Tutorial: Use a notebook with Apache Spark to query a KQL database

Article
17/01/2025

Notebooks are both readable documents containing data analysis descriptions and results and executable documents that can be run to perform data analysis. In this article, you learn how to use a Microsoft Fabric notebook to read and write data to a KQL database using Apache Spark. This tutorial uses precreated datasets and notebooks in both the Real-Time Intelligence and the Data Engineering environments in Microsoft Fabric. For more information on notebooks, see How to use Microsoft Fabric notebooks.

Specifically, you learn how to:

Create a KQL database
Import a notebook
Write data to a KQL database using Apache Spark
Query data from a KQL database

Prerequisites

A workspace with a Microsoft Fabric-enabled capacity

1- Create a KQL database

Select your workspace from the left navigation bar.
Follow one of these steps to start creating an eventstream:
- Select New item and then Eventhouse. In the Eventhouse name field, enter nycGreenTaxi, then select Create.
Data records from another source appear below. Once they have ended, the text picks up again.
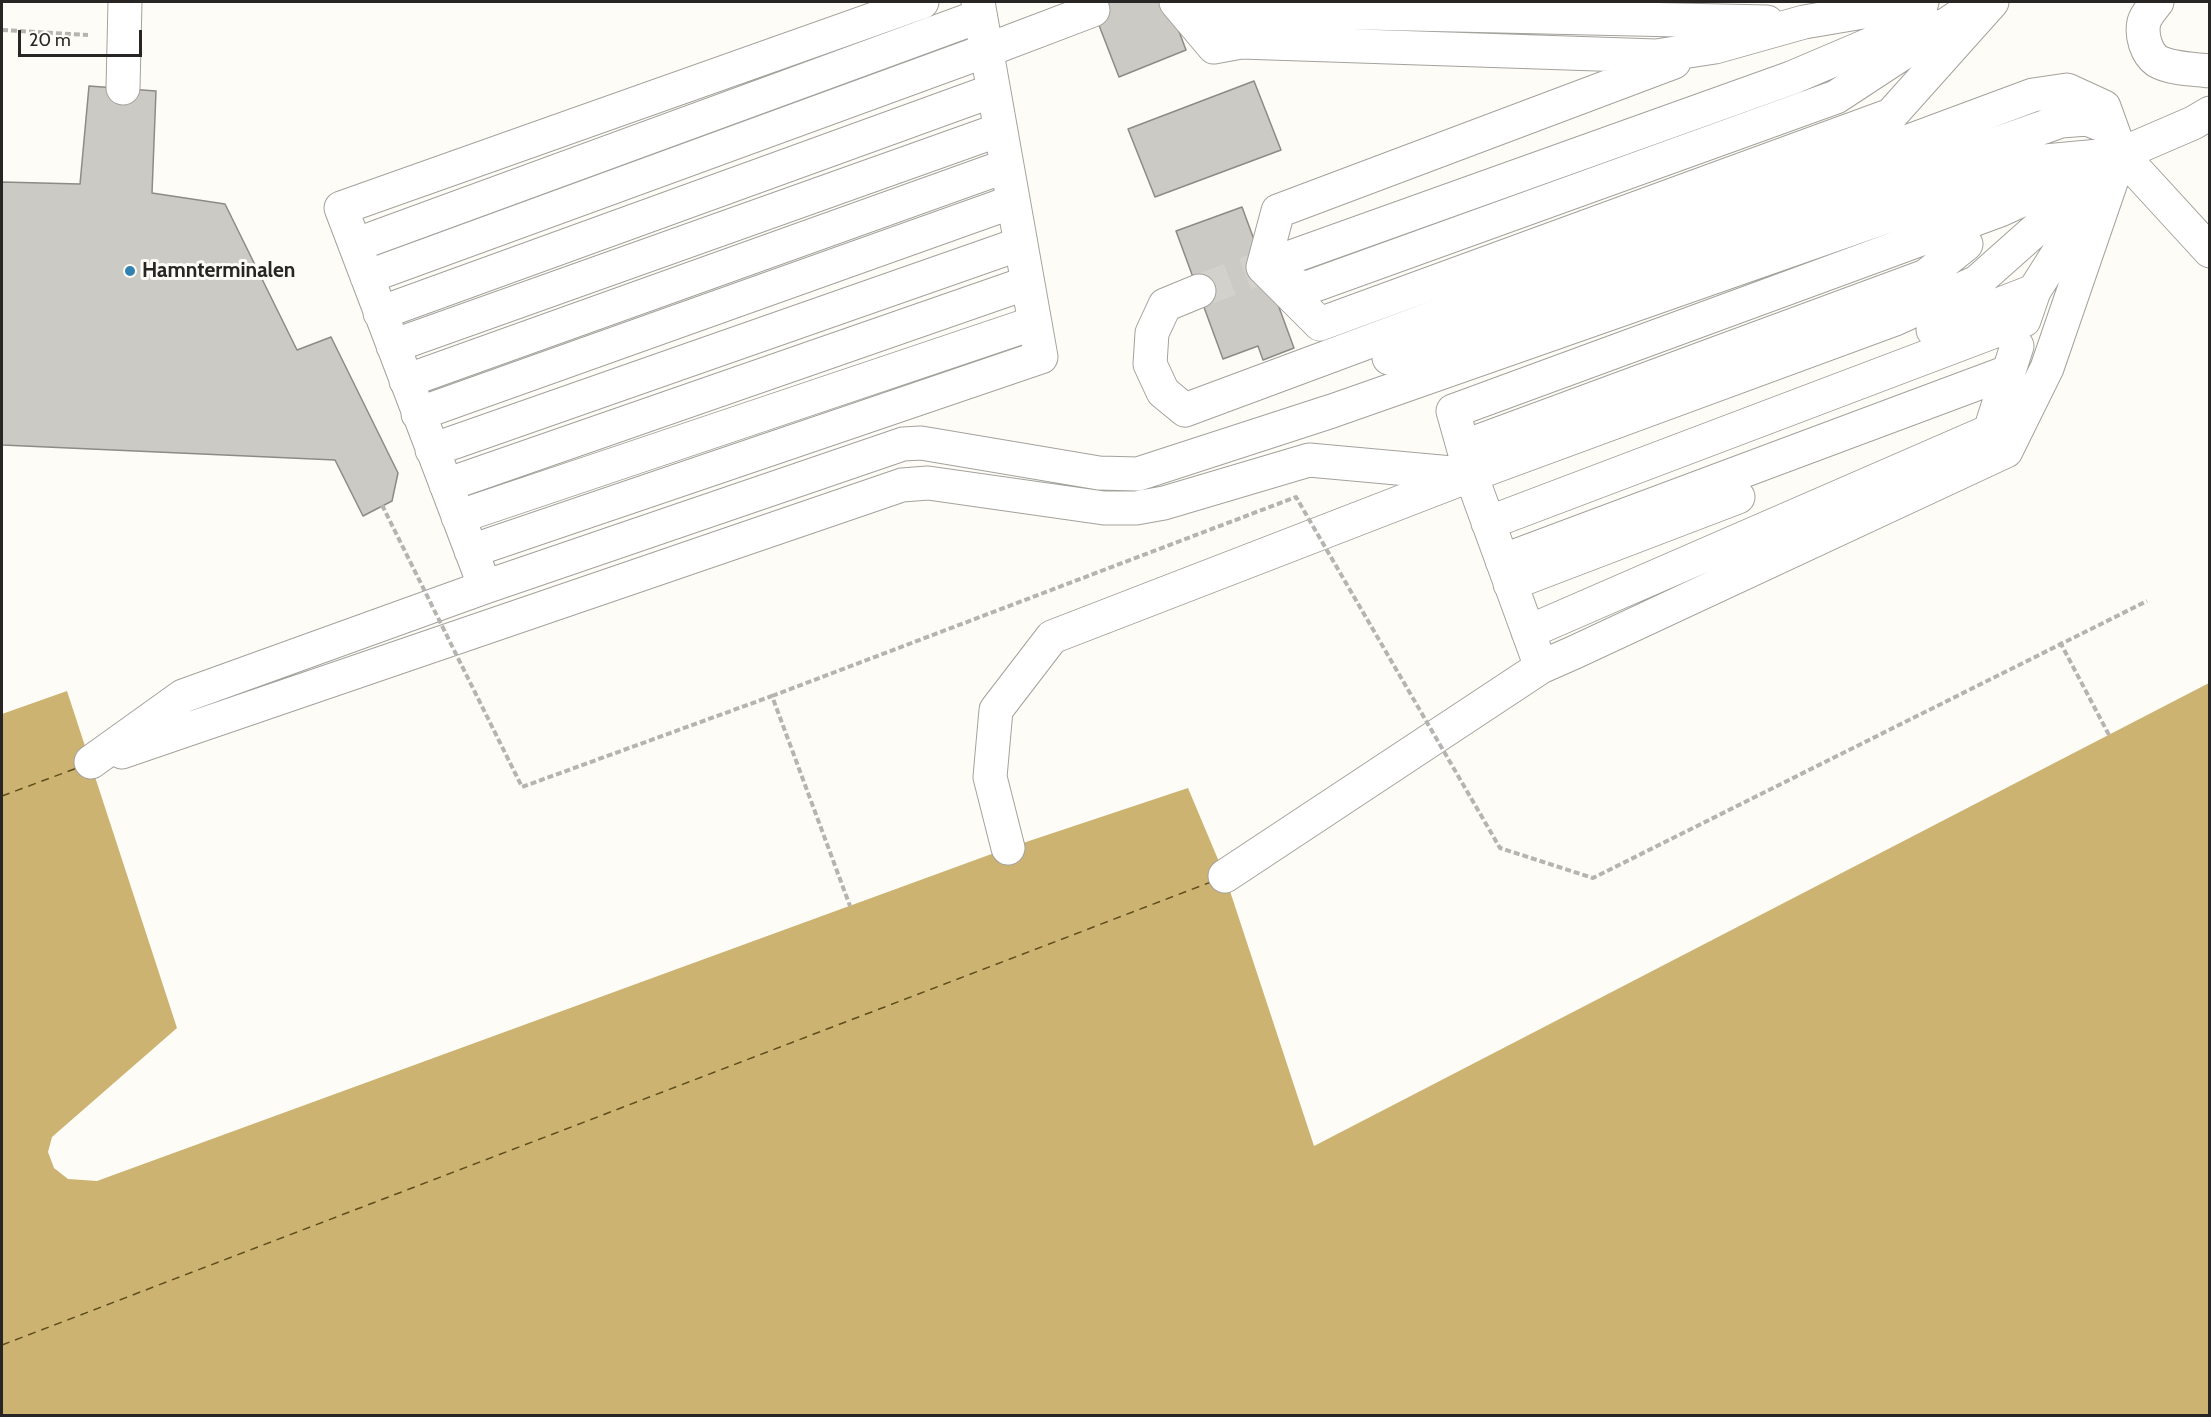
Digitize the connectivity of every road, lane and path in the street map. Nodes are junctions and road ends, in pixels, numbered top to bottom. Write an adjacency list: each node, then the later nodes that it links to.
1 (126, 2): 16 (street)
2 (922, 2): 28 (street)
3 (1176, 2): 17 (street)
4 (1182, 2): 14 (street)
5 (1572, 2): 13 (street)
6 (1922, 2): 13 (street)
7 (1961, 2): 25 (street)
8 (1970, 2): 25 (street)
9 (1982, 2): 25 (street)
10 (1990, 2): 25 (street)
11 (2157, 2): 18 (street)
12 (1093, 10): 22 (street)
13 (1870, 11): 14 (street)
14 (1804, 22): 17 (street)
15 (2, 30): 16 (path)
16 (124, 37): 19 (street)
17 (1715, 47): 25 (street)
18 (2210, 71)
19 (123, 88)
20 (2210, 113): 21 (street)
21 (2116, 142): 23 (street); 24 (street); 26 (street); 27 (street); 30 (street); 31 (street); 34 (street)
22 (1005, 169): 28 (street); 28 (street); 28 (street); 28 (street); 28 (street); 28 (street); 28 (street)
23 (2000, 210): 30 (street); 30 (street)
24 (2210, 250)
25 (1263, 267)
26 (1199, 291)
27 (2013, 357): 30 (street); 30 (street); 30 (street); 30 (street)
28 (409, 389): 31 (street)
29 (382, 505): 35 (path, bridge)
30 (1491, 530): 31 (street); 34 (street); 37 (street)
31 (485, 586)
32 (2147, 601): 33 (path, bridge)
33 (2060, 642): 35 (path, bridge); 36 (path)
34 (1541, 667): 38 (street)
35 (772, 696): 39 (path, bridge)
36 (2109, 735)
37 (1008, 848)
38 (1225, 876)
39 (850, 906)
A KQL database is generated with the same name.
- In an existing eventhouse, select Databases. Under KQL databases select +, in the KQL Database name field, enter nycGreenTaxi, then select Create.
Copy the Query URI from the database details card in the database dashboard and paste it somewhere, like a notepad, to use in a later step.

2- Download the NYC GreenTaxi notebook

We've created a sample notebook that takes you through all the necessary steps for loading data into your database using the Spark connector.

Open the Fabric samples repository on GitHub to download the NYC GreenTaxi KQL notebook..
Save the notebook locally to your device.

Note

The notebook must be saved in the .ipynb file format.

3- Import the notebook

The rest of this workflow occurs in the Data Engineering section of the product, and uses a Spark notebook to load and query data in your KQL database.

From your workspace select Import > Notebook > From this computer > Upload then choose the NYC GreenTaxi notebook you downloaded in a previous step.
Once the import is complete, open the notebook from your workspace.

4- Get data

To query your database using the Spark connector, you need to give read and write access to the NYC GreenTaxi blob container.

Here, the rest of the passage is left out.